## [EXERCISE DIRECTIONS]
Search the data for the word "Jacobsz". Reproduce every line where it is found.

Stored items
---+---
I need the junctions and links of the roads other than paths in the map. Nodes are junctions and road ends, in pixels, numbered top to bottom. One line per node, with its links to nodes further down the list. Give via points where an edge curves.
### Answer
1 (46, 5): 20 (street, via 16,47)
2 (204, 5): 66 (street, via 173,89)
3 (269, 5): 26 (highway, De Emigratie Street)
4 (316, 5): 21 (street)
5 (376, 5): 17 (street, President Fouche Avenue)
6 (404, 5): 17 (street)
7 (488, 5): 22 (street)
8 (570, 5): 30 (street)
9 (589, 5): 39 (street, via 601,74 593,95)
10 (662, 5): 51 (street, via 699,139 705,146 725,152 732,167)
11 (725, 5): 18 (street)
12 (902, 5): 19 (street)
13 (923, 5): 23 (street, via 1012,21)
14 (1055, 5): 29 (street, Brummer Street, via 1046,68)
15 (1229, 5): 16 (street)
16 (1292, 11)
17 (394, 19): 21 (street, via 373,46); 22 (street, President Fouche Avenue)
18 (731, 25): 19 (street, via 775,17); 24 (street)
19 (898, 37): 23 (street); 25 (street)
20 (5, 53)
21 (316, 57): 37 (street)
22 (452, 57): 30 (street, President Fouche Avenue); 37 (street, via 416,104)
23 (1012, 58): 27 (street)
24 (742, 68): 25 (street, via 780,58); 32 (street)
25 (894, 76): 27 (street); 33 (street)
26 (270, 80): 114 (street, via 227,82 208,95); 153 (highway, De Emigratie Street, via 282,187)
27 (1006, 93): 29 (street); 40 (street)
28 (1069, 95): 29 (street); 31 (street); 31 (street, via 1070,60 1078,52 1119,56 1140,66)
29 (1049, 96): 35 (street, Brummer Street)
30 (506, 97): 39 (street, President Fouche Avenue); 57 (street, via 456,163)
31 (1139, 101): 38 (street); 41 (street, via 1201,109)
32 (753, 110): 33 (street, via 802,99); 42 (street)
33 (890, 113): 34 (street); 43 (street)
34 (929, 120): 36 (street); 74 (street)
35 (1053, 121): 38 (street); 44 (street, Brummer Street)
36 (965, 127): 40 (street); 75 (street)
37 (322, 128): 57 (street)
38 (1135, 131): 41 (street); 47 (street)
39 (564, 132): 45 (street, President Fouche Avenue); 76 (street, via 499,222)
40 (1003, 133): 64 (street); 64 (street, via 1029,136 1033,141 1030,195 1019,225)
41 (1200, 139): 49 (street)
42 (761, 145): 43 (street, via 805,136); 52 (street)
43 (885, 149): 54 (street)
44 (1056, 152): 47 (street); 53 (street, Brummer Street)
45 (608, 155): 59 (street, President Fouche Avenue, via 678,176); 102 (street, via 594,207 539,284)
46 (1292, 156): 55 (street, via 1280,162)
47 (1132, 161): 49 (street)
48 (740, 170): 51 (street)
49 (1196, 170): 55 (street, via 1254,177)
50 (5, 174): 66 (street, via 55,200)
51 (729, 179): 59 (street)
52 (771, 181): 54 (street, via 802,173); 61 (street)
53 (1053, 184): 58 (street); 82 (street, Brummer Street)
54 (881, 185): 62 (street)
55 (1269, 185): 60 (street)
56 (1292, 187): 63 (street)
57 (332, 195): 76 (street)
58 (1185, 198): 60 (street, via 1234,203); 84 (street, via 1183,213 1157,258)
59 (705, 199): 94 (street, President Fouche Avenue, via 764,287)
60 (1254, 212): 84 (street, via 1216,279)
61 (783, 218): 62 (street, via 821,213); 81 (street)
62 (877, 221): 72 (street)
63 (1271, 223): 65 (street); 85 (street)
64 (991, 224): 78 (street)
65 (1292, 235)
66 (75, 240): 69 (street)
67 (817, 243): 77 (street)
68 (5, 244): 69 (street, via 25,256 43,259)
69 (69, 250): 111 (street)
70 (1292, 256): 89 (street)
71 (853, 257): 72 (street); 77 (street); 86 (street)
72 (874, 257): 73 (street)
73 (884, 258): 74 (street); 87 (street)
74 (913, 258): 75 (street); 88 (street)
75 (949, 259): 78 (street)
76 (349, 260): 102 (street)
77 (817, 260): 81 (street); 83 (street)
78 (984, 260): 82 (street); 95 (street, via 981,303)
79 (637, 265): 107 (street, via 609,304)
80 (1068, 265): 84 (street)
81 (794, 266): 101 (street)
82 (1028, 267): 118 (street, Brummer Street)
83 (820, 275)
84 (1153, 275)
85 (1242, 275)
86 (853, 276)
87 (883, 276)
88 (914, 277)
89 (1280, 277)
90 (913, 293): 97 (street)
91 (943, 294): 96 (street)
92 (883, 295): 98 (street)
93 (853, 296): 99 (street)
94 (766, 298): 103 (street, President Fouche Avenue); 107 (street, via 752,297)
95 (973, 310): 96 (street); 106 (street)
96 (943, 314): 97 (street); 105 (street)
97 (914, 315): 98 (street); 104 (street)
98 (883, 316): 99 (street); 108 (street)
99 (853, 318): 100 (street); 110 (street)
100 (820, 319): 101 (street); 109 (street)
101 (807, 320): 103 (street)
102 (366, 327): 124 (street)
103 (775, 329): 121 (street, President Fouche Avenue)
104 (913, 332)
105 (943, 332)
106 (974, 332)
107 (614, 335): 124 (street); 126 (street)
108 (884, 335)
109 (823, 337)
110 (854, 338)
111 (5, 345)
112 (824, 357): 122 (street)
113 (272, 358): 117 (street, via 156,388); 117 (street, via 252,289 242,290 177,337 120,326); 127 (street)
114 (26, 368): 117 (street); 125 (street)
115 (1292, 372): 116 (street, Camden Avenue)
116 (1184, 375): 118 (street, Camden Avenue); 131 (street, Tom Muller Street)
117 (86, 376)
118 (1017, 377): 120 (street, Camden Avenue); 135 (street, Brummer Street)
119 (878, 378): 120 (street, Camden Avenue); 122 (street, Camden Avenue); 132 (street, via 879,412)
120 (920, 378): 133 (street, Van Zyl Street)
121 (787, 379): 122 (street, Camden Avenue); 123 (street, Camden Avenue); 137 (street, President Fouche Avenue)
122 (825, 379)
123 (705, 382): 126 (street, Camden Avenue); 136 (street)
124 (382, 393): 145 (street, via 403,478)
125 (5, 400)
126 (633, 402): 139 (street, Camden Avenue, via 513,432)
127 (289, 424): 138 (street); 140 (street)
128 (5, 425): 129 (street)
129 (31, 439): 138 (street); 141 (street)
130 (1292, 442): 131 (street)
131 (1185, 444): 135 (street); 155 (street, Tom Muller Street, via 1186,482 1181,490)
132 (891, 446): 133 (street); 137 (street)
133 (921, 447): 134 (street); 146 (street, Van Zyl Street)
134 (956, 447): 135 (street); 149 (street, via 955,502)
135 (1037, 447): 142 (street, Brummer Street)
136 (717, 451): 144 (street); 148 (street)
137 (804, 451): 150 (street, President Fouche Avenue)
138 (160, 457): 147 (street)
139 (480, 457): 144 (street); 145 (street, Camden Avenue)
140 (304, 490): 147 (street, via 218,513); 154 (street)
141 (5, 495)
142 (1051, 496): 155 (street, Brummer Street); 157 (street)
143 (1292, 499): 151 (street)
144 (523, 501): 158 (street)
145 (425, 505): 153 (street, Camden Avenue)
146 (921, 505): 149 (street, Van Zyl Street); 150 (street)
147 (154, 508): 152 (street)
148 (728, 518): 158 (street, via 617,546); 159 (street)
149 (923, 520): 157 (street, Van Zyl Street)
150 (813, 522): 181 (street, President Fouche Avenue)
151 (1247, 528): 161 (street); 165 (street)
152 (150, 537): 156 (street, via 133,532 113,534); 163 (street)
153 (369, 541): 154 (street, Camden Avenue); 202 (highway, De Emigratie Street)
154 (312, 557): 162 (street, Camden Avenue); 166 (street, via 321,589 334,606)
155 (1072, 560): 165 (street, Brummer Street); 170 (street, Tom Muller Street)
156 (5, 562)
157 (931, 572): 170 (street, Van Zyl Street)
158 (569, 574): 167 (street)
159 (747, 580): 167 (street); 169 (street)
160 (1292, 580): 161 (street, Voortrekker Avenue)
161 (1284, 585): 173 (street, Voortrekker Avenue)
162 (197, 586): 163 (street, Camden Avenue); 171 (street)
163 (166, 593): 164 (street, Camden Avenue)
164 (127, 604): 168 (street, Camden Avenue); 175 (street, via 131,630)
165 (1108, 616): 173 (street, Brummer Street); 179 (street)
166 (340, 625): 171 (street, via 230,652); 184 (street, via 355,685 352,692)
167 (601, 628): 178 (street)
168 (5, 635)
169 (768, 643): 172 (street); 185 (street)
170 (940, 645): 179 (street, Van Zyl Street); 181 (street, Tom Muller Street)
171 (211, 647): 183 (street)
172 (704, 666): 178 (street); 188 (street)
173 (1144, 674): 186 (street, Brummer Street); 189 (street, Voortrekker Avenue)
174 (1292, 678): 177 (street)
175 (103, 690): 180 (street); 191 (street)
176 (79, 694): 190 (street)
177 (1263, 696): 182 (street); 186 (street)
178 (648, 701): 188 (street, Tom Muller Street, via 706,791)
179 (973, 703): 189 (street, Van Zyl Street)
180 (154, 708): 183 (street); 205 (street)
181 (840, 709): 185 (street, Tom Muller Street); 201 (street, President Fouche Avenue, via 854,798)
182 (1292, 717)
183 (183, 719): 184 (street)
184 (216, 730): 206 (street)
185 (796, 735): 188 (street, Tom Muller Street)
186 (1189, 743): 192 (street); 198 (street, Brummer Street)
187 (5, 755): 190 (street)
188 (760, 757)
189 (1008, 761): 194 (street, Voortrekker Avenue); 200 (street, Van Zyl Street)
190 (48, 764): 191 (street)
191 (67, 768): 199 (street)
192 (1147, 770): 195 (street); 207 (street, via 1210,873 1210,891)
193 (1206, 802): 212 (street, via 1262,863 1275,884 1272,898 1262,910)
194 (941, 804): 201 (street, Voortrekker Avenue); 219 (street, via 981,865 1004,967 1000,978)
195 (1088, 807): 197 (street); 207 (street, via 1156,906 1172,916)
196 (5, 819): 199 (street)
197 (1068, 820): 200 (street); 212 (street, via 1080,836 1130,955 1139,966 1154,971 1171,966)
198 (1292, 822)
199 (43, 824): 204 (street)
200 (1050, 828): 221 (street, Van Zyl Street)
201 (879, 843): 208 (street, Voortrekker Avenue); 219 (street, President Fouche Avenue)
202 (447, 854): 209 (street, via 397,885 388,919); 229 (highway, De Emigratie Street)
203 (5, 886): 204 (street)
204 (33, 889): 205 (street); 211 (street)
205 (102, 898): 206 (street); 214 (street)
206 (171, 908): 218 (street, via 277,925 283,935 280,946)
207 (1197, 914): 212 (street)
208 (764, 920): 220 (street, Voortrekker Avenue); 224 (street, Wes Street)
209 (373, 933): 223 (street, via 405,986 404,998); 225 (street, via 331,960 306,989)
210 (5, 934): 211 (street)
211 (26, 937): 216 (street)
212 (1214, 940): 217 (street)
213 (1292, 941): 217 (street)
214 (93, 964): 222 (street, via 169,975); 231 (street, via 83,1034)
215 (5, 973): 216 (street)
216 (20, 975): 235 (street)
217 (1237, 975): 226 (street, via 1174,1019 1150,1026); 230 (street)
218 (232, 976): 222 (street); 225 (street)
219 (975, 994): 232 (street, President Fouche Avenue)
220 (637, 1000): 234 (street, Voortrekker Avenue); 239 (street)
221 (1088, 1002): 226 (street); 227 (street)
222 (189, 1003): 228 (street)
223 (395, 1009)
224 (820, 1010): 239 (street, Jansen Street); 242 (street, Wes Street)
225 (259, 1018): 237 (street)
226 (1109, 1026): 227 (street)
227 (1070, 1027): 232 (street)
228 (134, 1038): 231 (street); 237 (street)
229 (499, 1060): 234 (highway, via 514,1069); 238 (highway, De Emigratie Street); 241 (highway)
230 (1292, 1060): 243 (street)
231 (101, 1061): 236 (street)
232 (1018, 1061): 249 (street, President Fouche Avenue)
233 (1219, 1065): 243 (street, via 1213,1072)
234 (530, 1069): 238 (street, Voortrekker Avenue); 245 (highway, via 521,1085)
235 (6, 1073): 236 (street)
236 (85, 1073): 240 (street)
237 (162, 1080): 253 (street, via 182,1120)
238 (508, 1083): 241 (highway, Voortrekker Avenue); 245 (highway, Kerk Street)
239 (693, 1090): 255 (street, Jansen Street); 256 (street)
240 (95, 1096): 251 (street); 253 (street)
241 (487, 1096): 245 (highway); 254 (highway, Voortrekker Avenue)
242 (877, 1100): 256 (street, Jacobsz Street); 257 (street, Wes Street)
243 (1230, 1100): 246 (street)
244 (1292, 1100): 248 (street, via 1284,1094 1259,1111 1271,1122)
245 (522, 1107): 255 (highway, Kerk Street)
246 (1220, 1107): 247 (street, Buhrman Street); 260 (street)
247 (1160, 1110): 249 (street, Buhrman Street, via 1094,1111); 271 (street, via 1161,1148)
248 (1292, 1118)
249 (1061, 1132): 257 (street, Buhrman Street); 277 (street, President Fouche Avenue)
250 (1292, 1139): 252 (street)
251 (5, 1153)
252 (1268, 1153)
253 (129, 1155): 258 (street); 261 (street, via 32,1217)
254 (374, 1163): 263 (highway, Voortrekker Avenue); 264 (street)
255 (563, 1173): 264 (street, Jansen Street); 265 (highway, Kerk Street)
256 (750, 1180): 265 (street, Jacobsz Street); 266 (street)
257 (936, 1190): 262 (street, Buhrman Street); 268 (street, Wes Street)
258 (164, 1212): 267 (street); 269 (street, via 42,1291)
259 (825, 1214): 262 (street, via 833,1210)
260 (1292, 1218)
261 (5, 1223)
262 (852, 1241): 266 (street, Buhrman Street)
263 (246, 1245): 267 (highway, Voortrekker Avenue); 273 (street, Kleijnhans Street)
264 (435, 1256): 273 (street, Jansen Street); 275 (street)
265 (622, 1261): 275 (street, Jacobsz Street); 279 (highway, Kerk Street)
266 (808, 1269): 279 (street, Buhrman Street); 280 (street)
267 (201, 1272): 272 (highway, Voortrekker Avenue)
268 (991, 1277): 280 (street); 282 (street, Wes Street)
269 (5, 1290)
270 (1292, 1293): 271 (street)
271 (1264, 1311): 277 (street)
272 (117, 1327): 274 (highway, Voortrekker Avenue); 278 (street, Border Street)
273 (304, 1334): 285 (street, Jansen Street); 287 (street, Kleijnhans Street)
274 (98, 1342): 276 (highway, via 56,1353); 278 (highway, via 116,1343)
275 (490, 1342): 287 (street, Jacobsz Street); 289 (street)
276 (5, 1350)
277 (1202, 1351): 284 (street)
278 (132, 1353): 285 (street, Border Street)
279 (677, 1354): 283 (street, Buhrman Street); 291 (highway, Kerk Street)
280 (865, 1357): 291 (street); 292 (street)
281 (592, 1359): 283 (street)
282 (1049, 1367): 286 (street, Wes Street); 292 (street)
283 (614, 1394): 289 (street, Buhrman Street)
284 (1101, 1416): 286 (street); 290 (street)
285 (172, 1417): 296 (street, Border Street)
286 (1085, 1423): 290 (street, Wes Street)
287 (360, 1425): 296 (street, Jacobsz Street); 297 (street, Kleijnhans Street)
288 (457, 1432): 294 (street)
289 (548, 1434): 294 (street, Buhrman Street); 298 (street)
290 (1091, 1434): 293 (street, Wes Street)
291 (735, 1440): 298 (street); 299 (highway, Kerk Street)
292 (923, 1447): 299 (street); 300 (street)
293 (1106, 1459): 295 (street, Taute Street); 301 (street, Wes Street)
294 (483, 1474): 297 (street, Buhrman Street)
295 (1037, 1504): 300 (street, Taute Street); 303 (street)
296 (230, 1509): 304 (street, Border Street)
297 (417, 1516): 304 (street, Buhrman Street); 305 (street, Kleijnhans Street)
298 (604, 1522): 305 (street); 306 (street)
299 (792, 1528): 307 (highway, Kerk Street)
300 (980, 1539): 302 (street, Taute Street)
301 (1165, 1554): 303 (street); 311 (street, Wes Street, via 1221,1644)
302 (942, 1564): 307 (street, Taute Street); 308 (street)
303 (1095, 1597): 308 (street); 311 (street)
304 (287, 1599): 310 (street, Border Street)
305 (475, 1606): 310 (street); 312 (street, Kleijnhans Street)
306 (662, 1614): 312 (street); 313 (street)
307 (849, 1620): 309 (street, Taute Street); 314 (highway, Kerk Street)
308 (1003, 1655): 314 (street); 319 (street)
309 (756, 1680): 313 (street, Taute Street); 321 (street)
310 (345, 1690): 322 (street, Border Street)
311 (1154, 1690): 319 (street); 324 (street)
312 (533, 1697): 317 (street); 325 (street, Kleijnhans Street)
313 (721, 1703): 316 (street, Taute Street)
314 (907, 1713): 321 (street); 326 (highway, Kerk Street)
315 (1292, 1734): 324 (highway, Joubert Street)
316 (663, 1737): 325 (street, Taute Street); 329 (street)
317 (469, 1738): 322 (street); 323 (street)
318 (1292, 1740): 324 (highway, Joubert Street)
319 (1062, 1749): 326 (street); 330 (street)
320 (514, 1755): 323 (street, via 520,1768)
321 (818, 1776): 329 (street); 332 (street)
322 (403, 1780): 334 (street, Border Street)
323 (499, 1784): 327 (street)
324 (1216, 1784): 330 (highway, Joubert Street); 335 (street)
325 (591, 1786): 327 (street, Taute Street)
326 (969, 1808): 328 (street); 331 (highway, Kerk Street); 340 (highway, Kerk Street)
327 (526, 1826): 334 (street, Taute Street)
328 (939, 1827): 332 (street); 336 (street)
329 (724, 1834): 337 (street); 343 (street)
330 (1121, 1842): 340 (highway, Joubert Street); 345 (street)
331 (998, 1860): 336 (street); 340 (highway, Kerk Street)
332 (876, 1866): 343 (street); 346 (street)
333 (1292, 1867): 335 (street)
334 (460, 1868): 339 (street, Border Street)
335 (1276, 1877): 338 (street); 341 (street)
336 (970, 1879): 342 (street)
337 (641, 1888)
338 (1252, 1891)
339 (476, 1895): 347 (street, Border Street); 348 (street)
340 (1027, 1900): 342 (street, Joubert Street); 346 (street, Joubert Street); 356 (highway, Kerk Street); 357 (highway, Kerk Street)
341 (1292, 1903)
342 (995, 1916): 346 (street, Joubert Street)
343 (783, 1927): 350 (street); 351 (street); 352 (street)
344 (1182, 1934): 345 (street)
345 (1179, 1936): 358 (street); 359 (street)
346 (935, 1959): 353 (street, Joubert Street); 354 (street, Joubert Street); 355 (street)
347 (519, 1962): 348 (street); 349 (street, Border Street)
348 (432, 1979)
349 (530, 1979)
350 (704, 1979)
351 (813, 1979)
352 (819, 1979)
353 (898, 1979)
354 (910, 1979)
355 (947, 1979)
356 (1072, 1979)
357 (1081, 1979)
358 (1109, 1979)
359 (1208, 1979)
---+---
## [TASK RESPONSE]
242 (877, 1100): 256 (street, Jacobsz Street); 257 (street, Wes Street)
256 (750, 1180): 265 (street, Jacobsz Street); 266 (street)
265 (622, 1261): 275 (street, Jacobsz Street); 279 (highway, Kerk Street)
275 (490, 1342): 287 (street, Jacobsz Street); 289 (street)
287 (360, 1425): 296 (street, Jacobsz Street); 297 (street, Kleijnhans Street)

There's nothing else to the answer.